The situation has prompted Venezuela to import a record amount of U.S. fuel due to its own refinery challenges. Moreover, the transition to higher-quality summer blends of gasoline has further boosted refiners' profitability.

Despite the bullish outlook from J.P. Morgan, some analysts anticipate a slowdown in price increases in the coming months. Tom Kloza, global head of energy analysis at the Oil Price Information Service (OPIS), suggests that gasoline prices may stabilize between $3.50 and $3.80 from April through October as refineries ramp up capacity.

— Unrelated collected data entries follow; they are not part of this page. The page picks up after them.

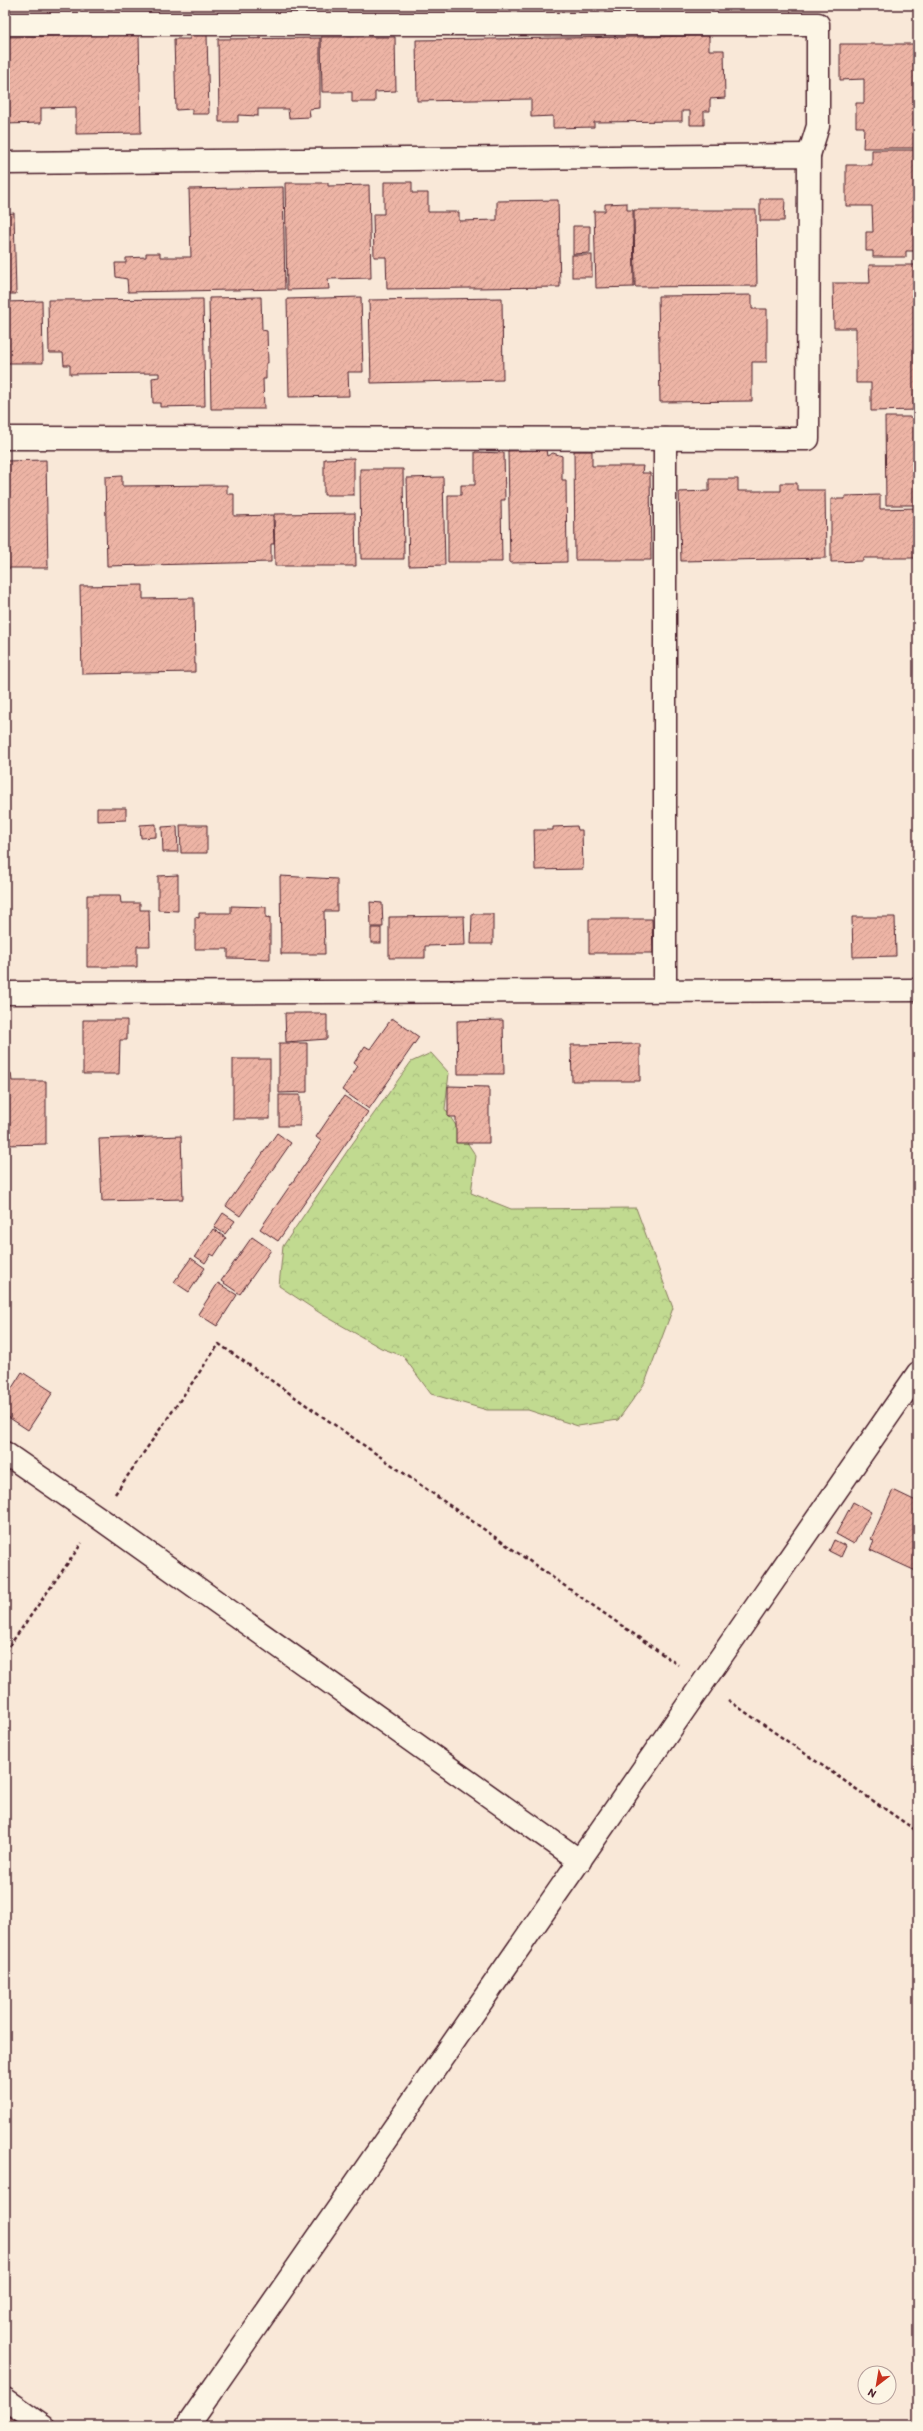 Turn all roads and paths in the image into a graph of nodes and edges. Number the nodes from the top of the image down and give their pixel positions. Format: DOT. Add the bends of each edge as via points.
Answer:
graph roads {
  1 [pos="5,24"];
  2 [pos="810,155"];
  3 [pos="5,163"];
  4 [pos="5,438"];
  5 [pos="665,439"];
  6 [pos="665,990"];
  7 [pos="918,990"];
  8 [pos="5,993"];
  9 [pos="918,1373"];
  10 [pos="5,1453"];
  11 [pos="99,1518"];
  12 [pos="5,1652"];
  13 [pos="704,1683"];
  14 [pos="918,1832"];
  15 [pos="580,1861"];
  16 [pos="5,2399"];
  17 [pos="44,2426"];
  18 [pos="187,2426"];
  1 -- 2 [label="street" via="818,24 818,126"];
  2 -- 3 [label="street"];
  2 -- 5 [label="street" via="808,439"];
  4 -- 5 [label="street"];
  5 -- 6 [label="street"];
  6 -- 7 [label="street"];
  6 -- 8 [label="street"];
  9 -- 13 [label="street"];
  10 -- 11 [label="street"];
  11 -- 12 [label="path"];
  11 -- 13 [label="path" via="219,1344"];
  11 -- 15 [label="street"];
  13 -- 14 [label="path"];
  13 -- 15 [label="street"];
  15 -- 18 [label="street"];
  16 -- 17 [label="street"];
}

However, unforeseen factors such as extreme weather events or geopolitical tensions could disrupt this trajectory. Extreme heat or hurricanes, for instance, could knock out refining capacity, causing gasoline prices to spike once again.

Kaneva also highlights potential mitigating factors that could prevent gasoline prices from surpassing $4. The U.S. could tap into its strategic petroleum reserve to inject additional supply into the market, damping price increases. Additionally, rising gasoline prices could prompt a decline in demand, further stabilizing prices.

In conclusion, while the prospect of $4 per gallon gasoline looms, various factors, including geopolitical tensions, refining capacity constraints, and demand dynamics, will ultimately dictate the trajectory of gasoline prices in the months ahead.